According to the plan, certified nursing assistants will receive help from environmental services, central supply chain and dietary technicians in dining rooms.

Ryan said WCHS has implemented referral bonuses and retention bonuses and will hold a career fair June 2. She said leadership is also developing a broader recruitment plan. She said the hospital still relies on agency workers in several departments and that leadership intends to evaluate whether those positions should be filled with hospital employees or reduced if patient volumes do not justify them.

Pursuing growth

The fourth pillar focuses on growth.

Ryan told the NLJ that patient volumes are down roughly 30% compared with the prior year.

“I believe this reduction is multifactorial and not solely due to financial instability concerns,” she said.

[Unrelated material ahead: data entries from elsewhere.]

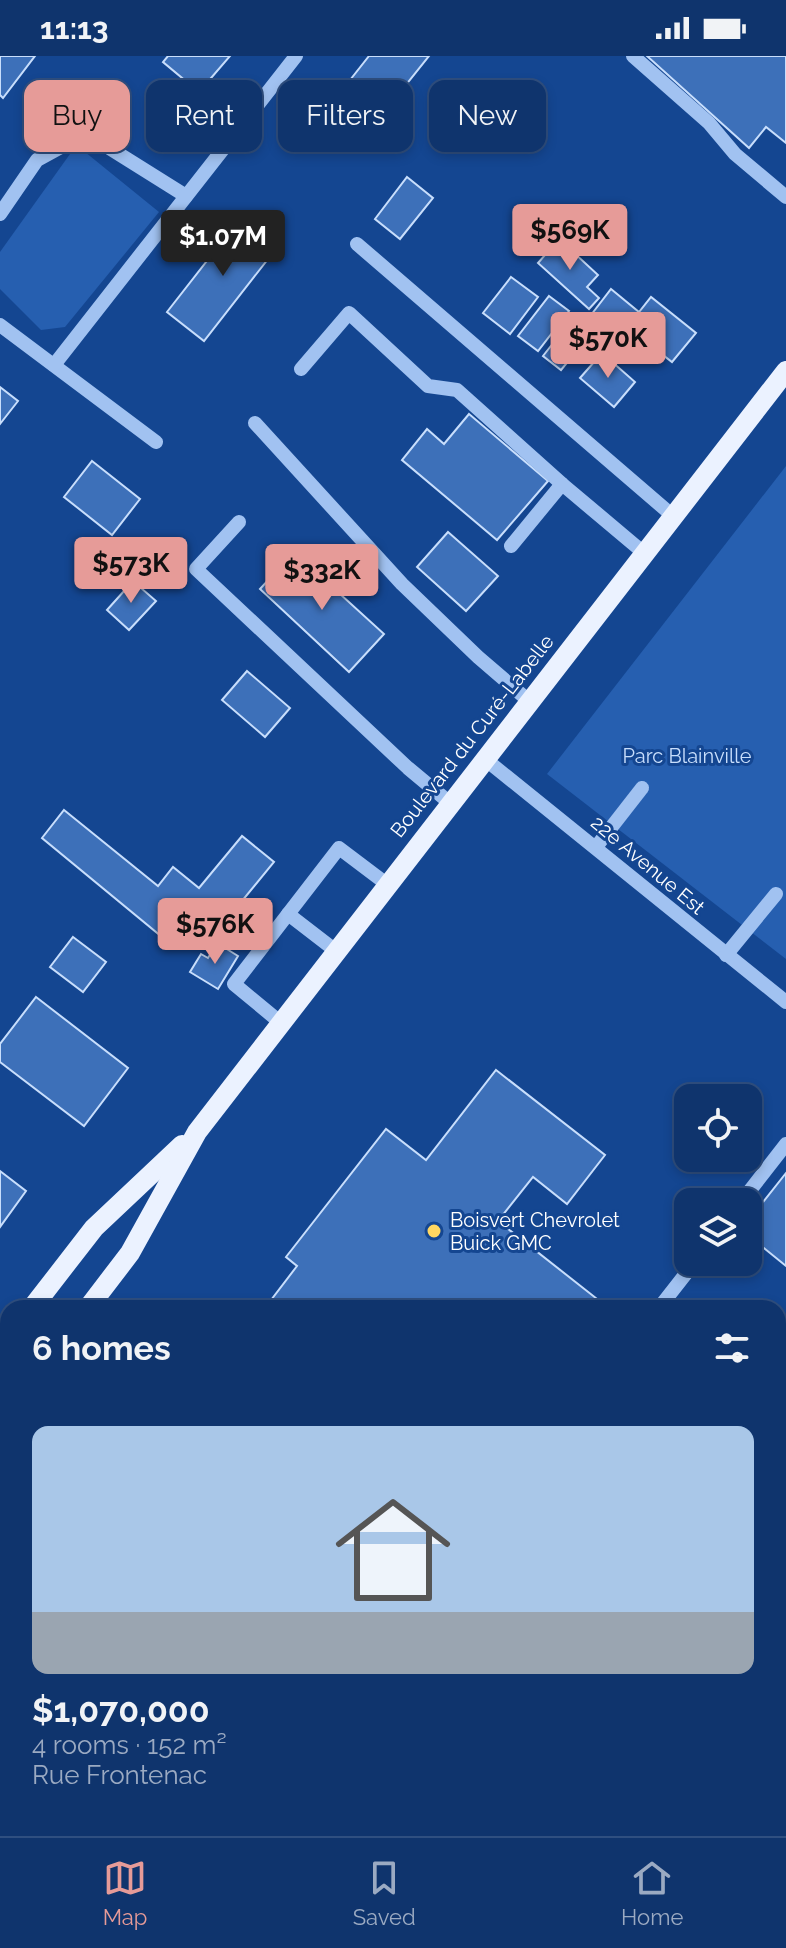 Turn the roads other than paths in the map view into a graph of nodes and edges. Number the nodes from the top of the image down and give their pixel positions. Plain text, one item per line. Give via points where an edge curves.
1 (296, 56) edge
2 (633, 56) edge
3 (186, 196) junction
4 (786, 197) edge
5 (0, 214) edge
6 (357, 244) dead end
7 (0, 325) edge
8 (54, 365) junction
9 (301, 369) dead end
10 (786, 371) edge
11 (255, 423) dead end
12 (156, 442) dead end
13 (562, 484) junction
14 (673, 516) junction
15 (239, 522) dead end
16 (511, 546) dead end
17 (644, 553) junction
18 (529, 701) junction
19 (485, 759) junction
20 (642, 788) dead end
21 (450, 803) junction
22 (596, 847) junction
23 (388, 885) junction
24 (776, 894) dead end
25 (288, 914) junction
26 (336, 951) junction
27 (726, 955) junction
28 (786, 1002) edge
29 (281, 1023) junction
30 (197, 1132) junction
31 (786, 1144) edge
32 (752, 1188) edge
33 (684, 1276) edge
34 (38, 1300) edge
35 (94, 1300) edge
36 (665, 1300) edge

1 - 3 street
2 - 4 street
3 - 5 street via 103,144 79,137 37,160
3 - 8 street
6 - 14 street
7 - 8 street
8 - 12 street
9 - 13 street via 349,313 428,386 457,390
10 - 14 main road, Boulevard du Curé-Labelle
11 - 18 street via 402,584
13 - 16 street
13 - 17 street
14 - 17 main road, Boulevard du Curé-Labelle
15 - 21 street via 196,569
17 - 18 main road, Boulevard du Curé-Labelle
18 - 19 main road, Boulevard du Curé-Labelle
19 - 21 main road, Boulevard du Curé-Labelle
19 - 22 street, 22e Avenue Est
20 - 22 street
21 - 23 main road, Boulevard du Curé-Labelle
22 - 27 street, 22e Avenue Est
23 - 25 street via 339,848
23 - 26 main road, Boulevard du Curé-Labelle
24 - 27 street
25 - 26 street
25 - 29 street via 234,984
26 - 29 main road, Boulevard du Curé-Labelle
27 - 28 street, 22e Avenue Est
29 - 30 main road, Boulevard du Curé-Labelle
30 - 34 main road, Boulevard du Curé-Labelle via 94,1228
30 - 35 main road, Boulevard du Curé-Labelle via 130,1253
31 - 32 street
33 - 36 street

Ryan said the hospital may be able to improve its patient retention too. The plan includes exploring expanding telehealth assistance from specialists for more complex patients to reduce the number of patients the hospital needs to send to other facilities. She said the hospital will also work on tracking patients it has sent to other facilities to make sure they come back to WCHS for rehab. Leadership is also building relationships with referring physicians at Monument Health to encourage those specialists to refer their patients to receive radiology services at WCHS.

Moving forward

Ryan told the NLJ that success can be gauged based on days cash on hand, discharged not final billed days, clean claim rate, actual versus goal monthly collections, patient volumes compared with budgeted for the clinic, emergency department, acute care, swing bed, outpatient lab and radiology visits, the Manor census, and actual salary and benefit expense versus budget salary expense.

“Everything is going to have a quantifiable goal,” she said at the meeting.

Ryan said the board should support the plan, challenge it and offer insight as it evolves. Ultimately, she said, the goal is maintaining local access to health care while putting the organization on firmer financial footing. Ryan encouraged residents to provide feedback on the plan and to attend board meetings. She also said that any staff member who experiences retaliation for voicing concerns should contact her.

Ultimately, the goal is maintaining local access to health care while putting the organization on firmer financial footing.

“We improve access, we provide access, and we protect patient care,” Ryan said.